I have always been passionate about Aboriginal culture. Although not Indigenous myself, I have several family members with Indigenous heritage. More importantly, I saw a major need in this area, as there is a real issue of disparity in Aboriginal health. I find it does not quite hit the mark, and yet this is a seriously under-researched issue. When I first started this project with the Foundation, there were only three articles written on this subject!

I want to make a difference, to change behaviours. For so long, it’s been research on Aboriginal people, rather than research with Aboriginal people.

What issues are you hoping to address with this study? Why is this research so important? 

One of the key issues is that Indigenous people tend to avoid seeking medical treatment, namely because of mistrust or past trauma. We also know that too often, Aboriginal patients leave the hospital against medical advice, or if they are supposed to come back for a test or a follow-up, they won’t. These issues need to be addressed to better health outcomes of First Nations people, and this cannot be achieved without focusing on their spiritual needs. 

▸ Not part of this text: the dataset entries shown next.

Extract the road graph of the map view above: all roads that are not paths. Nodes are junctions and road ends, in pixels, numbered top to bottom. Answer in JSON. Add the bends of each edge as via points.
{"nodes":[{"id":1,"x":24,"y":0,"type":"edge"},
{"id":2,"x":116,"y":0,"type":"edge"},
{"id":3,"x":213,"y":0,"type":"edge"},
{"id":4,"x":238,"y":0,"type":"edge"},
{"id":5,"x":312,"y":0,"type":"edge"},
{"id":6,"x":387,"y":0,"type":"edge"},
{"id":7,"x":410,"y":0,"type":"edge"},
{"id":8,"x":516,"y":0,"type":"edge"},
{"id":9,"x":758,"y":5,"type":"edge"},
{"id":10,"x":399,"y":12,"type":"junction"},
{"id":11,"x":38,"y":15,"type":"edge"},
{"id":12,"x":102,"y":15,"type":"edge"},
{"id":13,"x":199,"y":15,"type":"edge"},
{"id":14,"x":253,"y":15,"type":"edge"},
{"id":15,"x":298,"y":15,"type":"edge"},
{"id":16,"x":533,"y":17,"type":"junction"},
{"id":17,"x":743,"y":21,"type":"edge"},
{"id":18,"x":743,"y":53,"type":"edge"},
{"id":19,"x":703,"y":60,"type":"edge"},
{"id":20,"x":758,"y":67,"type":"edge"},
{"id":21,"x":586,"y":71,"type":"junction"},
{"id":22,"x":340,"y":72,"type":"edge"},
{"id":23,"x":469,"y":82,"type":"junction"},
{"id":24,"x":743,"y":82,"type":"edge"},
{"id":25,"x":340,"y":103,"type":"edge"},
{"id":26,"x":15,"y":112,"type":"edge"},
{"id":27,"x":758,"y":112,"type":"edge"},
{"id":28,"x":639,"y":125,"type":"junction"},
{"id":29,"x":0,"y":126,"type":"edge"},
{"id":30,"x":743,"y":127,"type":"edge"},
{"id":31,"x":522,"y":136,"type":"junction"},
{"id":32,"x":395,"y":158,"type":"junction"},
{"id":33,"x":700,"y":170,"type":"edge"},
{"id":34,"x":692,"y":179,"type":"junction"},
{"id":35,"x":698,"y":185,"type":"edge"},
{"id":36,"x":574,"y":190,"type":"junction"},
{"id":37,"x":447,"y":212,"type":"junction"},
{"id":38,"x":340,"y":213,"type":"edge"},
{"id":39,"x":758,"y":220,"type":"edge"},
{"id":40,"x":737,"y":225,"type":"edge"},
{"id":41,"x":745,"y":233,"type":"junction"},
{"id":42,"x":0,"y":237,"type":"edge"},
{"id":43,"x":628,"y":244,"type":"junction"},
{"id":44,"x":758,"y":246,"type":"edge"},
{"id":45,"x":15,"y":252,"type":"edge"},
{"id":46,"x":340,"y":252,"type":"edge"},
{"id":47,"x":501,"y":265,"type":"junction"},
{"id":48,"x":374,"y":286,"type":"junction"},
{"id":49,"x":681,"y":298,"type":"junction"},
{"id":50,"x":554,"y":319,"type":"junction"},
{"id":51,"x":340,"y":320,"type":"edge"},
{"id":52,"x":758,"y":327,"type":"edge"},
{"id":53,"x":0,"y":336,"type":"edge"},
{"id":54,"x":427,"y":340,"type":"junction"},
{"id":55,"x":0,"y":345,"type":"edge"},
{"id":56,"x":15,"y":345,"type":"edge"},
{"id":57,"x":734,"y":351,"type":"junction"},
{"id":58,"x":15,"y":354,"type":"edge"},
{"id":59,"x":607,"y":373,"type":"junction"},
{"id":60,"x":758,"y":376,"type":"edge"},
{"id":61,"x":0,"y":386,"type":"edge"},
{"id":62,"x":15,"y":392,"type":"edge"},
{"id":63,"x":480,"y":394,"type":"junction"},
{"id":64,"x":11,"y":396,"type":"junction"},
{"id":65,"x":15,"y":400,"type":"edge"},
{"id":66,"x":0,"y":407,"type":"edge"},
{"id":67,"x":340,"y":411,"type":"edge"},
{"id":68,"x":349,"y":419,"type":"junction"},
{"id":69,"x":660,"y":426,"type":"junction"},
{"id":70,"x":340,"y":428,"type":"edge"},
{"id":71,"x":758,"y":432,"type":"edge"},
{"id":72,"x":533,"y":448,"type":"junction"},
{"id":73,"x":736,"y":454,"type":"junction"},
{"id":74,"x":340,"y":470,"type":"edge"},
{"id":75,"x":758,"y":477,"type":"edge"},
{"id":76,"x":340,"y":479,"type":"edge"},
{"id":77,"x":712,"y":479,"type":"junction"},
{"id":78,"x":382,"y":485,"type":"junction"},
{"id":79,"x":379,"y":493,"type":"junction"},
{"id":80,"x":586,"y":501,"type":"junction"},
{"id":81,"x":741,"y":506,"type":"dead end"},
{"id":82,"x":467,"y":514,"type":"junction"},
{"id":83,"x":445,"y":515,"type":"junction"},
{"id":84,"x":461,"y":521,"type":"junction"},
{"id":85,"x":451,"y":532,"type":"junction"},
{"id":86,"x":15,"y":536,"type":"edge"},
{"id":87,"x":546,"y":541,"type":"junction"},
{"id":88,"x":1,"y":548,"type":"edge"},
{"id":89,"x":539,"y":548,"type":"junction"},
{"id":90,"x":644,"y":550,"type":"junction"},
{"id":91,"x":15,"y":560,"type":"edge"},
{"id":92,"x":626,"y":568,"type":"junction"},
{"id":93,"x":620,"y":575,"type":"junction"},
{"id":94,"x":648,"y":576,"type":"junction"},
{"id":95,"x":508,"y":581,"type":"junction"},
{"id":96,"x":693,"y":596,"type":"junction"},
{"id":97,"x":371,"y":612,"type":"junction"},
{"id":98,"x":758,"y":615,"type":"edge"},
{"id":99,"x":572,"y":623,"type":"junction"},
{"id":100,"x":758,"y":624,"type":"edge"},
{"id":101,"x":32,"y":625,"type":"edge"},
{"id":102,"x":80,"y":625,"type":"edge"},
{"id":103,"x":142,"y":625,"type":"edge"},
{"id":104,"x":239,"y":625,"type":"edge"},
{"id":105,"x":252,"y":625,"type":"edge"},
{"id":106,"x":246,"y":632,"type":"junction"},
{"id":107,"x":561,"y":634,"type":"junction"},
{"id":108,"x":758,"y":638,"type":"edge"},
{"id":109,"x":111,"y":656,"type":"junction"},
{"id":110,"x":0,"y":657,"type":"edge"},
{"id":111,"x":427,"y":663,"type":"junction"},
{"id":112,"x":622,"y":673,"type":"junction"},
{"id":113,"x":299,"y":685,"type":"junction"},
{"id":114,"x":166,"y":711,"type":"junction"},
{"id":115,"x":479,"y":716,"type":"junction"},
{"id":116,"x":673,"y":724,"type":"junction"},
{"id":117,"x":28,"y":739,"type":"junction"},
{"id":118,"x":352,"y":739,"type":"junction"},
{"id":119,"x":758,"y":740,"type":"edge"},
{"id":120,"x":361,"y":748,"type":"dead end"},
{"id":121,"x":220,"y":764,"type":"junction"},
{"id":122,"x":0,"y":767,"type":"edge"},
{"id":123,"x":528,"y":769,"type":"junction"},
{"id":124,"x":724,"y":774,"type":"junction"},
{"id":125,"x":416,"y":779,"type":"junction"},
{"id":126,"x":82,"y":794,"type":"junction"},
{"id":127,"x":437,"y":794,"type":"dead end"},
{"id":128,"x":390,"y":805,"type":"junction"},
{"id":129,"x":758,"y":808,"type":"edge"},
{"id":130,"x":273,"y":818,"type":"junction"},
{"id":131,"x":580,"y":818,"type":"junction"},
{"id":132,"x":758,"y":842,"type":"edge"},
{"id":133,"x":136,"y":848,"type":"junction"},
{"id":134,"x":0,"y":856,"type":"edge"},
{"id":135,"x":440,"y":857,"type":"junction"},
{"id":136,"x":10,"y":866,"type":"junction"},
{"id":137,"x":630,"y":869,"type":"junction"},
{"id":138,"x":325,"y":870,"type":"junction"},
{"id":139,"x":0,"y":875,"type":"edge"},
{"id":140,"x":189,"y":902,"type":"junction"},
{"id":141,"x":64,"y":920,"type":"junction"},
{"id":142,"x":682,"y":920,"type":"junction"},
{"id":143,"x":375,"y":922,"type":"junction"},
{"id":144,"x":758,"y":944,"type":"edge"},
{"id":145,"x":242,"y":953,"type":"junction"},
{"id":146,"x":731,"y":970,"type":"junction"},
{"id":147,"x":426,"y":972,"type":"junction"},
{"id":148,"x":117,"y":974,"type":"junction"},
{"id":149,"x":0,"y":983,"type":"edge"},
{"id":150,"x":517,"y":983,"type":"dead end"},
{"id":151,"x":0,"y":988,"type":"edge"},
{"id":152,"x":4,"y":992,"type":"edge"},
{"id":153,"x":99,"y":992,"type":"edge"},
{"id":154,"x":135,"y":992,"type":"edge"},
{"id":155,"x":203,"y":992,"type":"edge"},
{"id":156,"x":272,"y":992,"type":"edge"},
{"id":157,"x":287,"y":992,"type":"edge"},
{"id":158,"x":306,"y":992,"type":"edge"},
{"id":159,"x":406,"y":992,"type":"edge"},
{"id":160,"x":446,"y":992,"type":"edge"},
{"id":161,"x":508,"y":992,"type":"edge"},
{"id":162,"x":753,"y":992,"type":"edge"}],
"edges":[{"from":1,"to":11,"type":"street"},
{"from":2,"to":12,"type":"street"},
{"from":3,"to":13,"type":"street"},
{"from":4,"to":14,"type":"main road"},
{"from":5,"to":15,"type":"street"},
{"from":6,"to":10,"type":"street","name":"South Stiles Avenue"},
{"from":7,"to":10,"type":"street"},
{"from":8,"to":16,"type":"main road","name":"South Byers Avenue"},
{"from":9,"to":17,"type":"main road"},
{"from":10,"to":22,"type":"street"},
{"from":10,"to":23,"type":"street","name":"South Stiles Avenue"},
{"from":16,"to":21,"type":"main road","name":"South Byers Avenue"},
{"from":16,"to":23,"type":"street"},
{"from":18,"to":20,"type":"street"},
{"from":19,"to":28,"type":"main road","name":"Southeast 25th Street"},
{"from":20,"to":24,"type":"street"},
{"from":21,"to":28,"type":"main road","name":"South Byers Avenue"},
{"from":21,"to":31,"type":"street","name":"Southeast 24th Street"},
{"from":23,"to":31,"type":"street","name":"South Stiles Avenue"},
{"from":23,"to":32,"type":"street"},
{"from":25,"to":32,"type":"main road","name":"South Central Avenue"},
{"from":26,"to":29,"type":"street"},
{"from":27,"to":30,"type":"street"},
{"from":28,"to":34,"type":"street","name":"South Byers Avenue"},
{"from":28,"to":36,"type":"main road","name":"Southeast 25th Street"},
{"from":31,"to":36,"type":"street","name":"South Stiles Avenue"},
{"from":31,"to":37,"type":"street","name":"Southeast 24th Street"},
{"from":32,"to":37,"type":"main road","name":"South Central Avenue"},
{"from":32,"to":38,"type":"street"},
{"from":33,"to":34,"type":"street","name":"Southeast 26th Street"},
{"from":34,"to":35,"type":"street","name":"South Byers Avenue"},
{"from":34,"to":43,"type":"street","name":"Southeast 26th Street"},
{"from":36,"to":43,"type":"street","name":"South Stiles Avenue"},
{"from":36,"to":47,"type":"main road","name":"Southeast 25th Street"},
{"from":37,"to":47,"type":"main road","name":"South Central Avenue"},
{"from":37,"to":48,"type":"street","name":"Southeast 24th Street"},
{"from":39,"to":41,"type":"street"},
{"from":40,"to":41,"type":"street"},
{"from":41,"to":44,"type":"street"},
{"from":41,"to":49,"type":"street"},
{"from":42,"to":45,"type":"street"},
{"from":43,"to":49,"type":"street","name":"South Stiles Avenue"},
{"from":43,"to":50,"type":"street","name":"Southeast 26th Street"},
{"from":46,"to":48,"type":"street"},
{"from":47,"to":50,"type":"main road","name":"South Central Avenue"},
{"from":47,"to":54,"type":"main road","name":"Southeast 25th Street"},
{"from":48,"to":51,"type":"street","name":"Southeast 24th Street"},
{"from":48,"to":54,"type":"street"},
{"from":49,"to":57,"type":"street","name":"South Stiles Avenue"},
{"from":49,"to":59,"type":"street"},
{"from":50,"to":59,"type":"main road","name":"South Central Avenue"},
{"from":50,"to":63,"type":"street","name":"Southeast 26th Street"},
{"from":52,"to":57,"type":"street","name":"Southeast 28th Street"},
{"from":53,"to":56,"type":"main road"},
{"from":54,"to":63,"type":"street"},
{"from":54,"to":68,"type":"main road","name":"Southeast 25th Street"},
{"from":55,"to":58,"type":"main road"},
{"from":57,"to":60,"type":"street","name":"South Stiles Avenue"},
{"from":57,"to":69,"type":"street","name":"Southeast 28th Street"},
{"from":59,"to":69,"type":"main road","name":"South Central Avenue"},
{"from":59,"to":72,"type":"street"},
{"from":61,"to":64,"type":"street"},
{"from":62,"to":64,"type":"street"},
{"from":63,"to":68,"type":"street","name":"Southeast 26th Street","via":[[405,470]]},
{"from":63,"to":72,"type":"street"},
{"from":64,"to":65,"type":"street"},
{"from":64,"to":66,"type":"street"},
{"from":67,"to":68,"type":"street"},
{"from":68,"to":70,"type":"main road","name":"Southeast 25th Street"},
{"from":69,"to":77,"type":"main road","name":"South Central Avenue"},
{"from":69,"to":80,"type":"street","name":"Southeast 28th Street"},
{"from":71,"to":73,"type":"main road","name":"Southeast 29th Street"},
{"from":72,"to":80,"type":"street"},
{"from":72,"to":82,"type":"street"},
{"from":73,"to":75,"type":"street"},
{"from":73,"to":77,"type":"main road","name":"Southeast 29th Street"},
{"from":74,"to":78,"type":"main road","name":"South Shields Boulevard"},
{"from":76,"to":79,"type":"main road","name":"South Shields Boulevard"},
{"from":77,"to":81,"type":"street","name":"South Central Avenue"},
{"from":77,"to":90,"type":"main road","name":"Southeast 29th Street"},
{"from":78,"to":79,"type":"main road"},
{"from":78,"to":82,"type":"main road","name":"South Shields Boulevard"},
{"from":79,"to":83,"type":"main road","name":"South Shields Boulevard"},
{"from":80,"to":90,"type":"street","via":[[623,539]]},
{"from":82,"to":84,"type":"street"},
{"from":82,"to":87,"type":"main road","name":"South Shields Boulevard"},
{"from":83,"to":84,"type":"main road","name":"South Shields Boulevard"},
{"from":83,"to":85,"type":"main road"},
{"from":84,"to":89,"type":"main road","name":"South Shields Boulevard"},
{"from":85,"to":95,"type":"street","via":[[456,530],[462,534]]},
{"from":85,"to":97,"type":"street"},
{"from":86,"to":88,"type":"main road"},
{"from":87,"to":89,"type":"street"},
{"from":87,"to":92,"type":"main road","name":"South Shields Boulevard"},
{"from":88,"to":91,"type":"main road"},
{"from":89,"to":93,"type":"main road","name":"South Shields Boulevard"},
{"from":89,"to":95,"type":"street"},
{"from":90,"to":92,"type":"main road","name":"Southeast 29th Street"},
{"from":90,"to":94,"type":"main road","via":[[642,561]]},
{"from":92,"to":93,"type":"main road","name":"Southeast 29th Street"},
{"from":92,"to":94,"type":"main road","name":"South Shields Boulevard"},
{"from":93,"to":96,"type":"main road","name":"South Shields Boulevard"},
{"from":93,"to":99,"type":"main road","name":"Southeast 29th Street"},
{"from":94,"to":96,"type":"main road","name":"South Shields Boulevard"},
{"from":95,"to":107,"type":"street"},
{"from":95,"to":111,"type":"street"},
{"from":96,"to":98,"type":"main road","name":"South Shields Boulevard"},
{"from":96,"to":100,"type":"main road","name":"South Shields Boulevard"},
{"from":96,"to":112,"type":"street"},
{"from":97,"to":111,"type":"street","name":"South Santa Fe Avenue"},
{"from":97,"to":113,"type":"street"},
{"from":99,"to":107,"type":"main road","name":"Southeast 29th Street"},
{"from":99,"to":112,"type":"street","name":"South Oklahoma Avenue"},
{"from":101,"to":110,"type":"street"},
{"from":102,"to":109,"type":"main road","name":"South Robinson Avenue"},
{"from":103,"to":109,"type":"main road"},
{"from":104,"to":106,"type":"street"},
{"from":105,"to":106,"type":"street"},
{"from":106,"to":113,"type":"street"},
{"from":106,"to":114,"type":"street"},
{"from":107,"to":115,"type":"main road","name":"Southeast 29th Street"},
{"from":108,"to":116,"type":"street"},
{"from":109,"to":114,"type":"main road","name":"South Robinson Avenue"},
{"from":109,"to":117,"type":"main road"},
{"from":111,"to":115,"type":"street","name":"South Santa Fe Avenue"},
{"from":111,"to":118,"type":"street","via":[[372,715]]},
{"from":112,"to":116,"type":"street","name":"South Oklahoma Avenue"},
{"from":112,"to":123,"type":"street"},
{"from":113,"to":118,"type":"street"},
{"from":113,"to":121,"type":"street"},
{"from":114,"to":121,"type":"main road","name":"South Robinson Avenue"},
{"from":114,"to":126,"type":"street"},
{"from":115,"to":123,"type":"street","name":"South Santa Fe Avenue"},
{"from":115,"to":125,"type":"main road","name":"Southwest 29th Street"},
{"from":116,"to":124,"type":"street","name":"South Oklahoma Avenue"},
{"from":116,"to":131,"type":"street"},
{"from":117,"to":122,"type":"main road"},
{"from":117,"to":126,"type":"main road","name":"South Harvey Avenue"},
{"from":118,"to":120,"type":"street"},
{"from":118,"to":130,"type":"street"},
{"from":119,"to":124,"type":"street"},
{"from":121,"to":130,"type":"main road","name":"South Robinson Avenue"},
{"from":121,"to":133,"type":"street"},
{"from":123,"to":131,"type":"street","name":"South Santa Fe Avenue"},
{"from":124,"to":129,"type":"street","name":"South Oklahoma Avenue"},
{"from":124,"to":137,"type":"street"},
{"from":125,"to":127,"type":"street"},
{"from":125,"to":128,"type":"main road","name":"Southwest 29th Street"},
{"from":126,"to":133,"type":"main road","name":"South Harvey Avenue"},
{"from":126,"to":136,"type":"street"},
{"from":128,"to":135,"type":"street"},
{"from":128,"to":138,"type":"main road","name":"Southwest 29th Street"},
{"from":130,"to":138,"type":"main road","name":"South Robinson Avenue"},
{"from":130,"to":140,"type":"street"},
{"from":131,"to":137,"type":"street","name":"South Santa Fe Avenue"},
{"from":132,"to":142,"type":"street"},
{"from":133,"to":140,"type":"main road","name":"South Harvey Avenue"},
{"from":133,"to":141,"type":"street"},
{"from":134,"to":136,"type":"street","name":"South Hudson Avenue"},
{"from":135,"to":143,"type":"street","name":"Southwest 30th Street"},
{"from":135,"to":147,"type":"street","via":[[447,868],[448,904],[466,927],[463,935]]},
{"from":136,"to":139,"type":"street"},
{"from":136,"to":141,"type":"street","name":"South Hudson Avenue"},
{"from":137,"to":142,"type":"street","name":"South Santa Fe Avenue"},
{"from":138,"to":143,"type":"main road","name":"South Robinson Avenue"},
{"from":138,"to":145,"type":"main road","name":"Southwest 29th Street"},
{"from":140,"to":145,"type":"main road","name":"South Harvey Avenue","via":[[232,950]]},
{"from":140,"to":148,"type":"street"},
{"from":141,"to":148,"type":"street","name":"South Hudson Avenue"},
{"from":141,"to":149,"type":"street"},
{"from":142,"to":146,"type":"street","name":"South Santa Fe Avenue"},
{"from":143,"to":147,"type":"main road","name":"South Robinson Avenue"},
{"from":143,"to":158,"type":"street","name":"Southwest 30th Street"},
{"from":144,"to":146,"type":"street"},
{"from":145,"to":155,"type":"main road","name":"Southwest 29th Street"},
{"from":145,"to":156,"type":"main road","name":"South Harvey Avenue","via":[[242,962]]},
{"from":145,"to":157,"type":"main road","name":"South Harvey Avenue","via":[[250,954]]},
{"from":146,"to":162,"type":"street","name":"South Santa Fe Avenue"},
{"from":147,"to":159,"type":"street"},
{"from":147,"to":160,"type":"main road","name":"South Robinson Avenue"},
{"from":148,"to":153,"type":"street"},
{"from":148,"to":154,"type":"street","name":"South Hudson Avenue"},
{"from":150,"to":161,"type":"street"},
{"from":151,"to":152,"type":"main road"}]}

As long as spirituality is not integrated into how we care for Aboriginal patients, we are not providing the holistic support that they need.

You focus on the importance of holistic care. Why does this matter?

Aboriginal people are very holistic people. They are not just about the physical. You have to look after the emotional, the social, the spiritual. It is all connected. It's about the connection to culture, to land and to time. 

In the Western mind, we can split ourselves up into body, mind and spirit. Aboriginal people don't see it that way. To them, it is all oneness. This is why the care we provide needs to match how they see themselves.                      

What are the most interesting findings from your study?

Our findings cover eight key topics, including building trust in health environments, connection to country, hospital admission process and addressing the individual.  
Trust is certainly one of the biggest issues. When a doctor and patient have a really good trusting relationship, it just breaks down so many barriers. Overcoming this lack of trust will take more than one single initiative, but overall what transpired quite clearly from my conversations with the Elders was better recognition and cultural integration.

By way of example, one of the Elders I met told me of an experience she had with a doctor who won her trust by simply asking if he could call her ‘Aunty’ and what it meant for her to be an elder. This may seem quite simple, but not everyone does this, and his genuine interest was enough to win her trust, straight away.

Although a positive example, bridging inequality in healthcare will obviously require to tackle the issue in many different ways.   

What is the next step?

I’m currently working on publishing my findings, but I’m also preparing for an exciting next step. Since the completion of my study, I have been invited to commence a PhD for the second phase, where I plan to expand upon what has been uncovered so far. So, the first phase has really been a stepping stone for me.

My thesis is going down the road of Aboriginal spirituality in connection to culture, community, land and lore, and how it impacts health care. From there, I really hope to drive changes in the hospital system, and make a difference.